To the Ends of the City Limit | Teen Ink

To the Ends of the City Limit

October 30, 2013
By Charlize_Marie GOLD, Goose Creek, South Carolina
Charlize_Marie GOLD, Goose Creek, South Carolina
13 articles 0 photos 8 comments

Favorite Quote:
"Now faith is being sure of what we hope for and certain of what we do not see." Hebrews 11:1


The streets of New York are always loud and filled above capacity with businesswomen and broke men that try to make something of their lives on a daily basis. Some of them succeed while the others fail beyond compare. I have no room to talk, stuck in between the poverty of being a runaway and the luxury of my parents.
The bus bench, however, has always been kind to me, and the people have always made me wonder. Where are they going? Are they headed up North to experience the Falls? Would they then head to Ontario? Then Quebec? Or are they headed down South to enjoy days of tanning and boogie boarding? Down to Charleston? Maybe Miami Beach? Or are they simply headed to Times Square to waste thousands on thousands of things that they won’t need after one week?
The bus stops by every day and there’s always someone new. One day it’s a nasty old man who scowls at me for taking up his passenger waiting space. There’s a sweet black lady with salt and pepper hair that sometimes tosses me a few coins in case I need to ride somewhere. It’s a private joke to me, because I don’t need her pity. She doesn’t know that. How could she? She sees me wearing jeans that are torn from my upper thighs to my calves. I sport worn tennis shoes that have doodles on every visible surface. There are even Sharpie men and women on the inside of the fabric and on the soles of my feet. She only sees a girl with no place to go that wants to go somewhere. I go somewhere every day, living through people.
There is a man across the street that holds out a McDonald’s cup and asks tourists for a dollar for food. Some pity him and slip him a five or a ten; others drop their trash in there. Was it drugs that dismantled him? Or did he drink his life away with every penny he earned and even pennies he didn’t earn? Or had he truly lost it all? In a nasty custody battle? The wrong investment in the Stock Market?
Then there was a man that was common in these parts of town. He wore a hat almost to his nose, trying to hide his face. No amount of head gear could disguise his chiseled jaw line. That Versace watch was a dead giveaway. He was in the wrong place for his name, but the right place for his sins. Who on earth would like to give away a life of Mercedes and luxury yachts to experience something thrilling and dangerous? Something that would send tingles up your spine or kisses down your neck. Everybody.
Yet their kinds of people can’t even find the courage to cross a busy intersection or even call an old, broken friend. It’s sad. And not the kind of sad that makes you want to cry, but the kind of sad that makes you want to run and be different and dare. So many nights I found myself out of breath….. from running. Daring.
There’s something about the darkness that nobody thinks to associate with the city.
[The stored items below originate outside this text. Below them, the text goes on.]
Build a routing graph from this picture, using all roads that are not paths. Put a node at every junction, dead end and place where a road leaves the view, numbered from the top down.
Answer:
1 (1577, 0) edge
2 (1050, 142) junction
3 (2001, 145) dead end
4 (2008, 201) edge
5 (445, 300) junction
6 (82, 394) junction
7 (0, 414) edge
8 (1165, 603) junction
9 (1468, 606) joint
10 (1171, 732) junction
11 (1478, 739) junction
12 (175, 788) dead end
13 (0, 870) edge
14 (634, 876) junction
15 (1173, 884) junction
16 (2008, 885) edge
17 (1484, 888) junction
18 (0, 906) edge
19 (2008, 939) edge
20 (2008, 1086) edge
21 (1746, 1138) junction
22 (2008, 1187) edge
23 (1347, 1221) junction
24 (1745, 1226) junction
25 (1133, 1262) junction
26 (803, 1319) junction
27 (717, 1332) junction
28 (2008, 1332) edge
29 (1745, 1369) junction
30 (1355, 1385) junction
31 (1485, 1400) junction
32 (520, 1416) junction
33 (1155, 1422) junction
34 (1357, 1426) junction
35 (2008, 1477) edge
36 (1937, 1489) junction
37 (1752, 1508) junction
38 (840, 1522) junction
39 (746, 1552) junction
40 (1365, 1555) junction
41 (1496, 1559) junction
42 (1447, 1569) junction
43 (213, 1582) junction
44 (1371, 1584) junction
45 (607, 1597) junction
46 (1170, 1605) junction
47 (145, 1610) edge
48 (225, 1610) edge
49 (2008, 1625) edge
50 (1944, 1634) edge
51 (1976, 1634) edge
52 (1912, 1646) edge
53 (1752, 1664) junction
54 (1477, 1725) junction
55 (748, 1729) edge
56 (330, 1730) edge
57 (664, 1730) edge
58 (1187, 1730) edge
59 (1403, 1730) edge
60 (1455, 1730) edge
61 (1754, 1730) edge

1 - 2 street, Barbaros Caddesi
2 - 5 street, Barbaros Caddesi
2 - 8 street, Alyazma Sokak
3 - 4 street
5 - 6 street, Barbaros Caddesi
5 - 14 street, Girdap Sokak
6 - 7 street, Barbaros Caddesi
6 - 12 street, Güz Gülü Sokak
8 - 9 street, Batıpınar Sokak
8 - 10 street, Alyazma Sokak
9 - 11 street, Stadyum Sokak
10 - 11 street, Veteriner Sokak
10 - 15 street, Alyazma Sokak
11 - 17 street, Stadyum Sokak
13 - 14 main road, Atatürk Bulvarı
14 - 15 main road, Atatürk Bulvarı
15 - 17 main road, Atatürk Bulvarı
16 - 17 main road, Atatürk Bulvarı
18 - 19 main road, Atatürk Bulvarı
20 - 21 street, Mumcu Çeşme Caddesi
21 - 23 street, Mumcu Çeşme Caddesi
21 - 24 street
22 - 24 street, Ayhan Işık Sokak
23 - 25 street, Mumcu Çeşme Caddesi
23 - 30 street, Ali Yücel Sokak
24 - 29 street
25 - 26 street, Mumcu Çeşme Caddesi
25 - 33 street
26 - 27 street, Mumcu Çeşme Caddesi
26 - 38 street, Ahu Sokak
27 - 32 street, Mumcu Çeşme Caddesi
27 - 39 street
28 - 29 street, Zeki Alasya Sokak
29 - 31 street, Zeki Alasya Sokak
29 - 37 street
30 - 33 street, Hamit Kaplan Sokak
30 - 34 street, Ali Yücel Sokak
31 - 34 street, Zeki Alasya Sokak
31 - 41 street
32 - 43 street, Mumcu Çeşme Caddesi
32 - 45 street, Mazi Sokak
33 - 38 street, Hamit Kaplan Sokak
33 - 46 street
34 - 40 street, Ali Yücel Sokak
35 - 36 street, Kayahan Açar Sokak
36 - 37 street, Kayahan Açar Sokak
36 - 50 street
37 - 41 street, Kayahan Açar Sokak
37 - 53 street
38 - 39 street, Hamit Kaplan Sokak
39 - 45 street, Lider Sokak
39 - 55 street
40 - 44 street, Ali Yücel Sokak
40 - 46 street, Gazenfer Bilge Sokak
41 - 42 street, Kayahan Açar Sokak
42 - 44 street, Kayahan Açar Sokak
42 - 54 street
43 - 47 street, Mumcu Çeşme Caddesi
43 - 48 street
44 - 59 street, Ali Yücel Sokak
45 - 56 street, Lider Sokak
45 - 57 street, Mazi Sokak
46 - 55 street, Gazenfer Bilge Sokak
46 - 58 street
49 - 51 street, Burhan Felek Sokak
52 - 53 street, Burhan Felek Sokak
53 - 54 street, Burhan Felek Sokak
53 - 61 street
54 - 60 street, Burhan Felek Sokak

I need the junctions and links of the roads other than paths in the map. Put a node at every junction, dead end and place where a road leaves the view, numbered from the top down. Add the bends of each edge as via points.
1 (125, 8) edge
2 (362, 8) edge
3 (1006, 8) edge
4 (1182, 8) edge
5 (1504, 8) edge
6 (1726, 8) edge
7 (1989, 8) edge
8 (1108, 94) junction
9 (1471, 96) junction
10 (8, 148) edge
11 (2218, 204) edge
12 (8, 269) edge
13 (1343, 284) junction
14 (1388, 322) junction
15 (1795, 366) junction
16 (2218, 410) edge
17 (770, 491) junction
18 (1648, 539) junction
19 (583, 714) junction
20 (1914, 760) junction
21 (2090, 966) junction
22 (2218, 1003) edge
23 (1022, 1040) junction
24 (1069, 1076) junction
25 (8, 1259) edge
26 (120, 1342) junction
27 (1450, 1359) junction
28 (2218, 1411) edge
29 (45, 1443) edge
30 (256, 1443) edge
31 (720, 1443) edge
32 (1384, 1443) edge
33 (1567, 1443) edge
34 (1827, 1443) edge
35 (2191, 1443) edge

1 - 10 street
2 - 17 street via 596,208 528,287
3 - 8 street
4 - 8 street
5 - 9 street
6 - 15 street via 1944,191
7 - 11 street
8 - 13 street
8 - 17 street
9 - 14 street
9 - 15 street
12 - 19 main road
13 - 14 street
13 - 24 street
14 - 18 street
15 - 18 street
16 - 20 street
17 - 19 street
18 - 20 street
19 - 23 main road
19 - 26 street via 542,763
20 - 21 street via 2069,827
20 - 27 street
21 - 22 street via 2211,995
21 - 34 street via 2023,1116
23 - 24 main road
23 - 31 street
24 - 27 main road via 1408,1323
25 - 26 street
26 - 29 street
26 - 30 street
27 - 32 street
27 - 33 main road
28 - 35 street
It invites the uninvitable, the hoodlums, the broken and the bruised. They find solace in the shacks with broken windows, still barred. The corner mart light flicks on and off at a steady pace. Why hasn’t it gone out all of these weeks?
A girl sits beside me and looks down at her toes. She can’t be any older than me, maybe even younger. She wears pink flip flops with polka dots on them. Her black jeans have a rip just below the knee above one leg and just above the knee on the other leg. She wears a purple jacket, zipped all the way up. There’s no breeze or chill. It’s July. Yet, you can tell there’s a ponytail underneath her hoodie. She looks up and smiles, pink lip gloss stain her teeth. I ask her name. Miranda. She’s going to California to be an actress. She won’t make it, but I encourage her, because it’s better to dream than to stay idle.
The bus rolls up and the mean old man scowls as if Miranda is another hooligan friend of mine. She isn’t. You can tell that he’s partially relieved that there’s only one of me. The doors slide shut. I wonder if she noticed that the bus was taking her North. The buses to California are due South.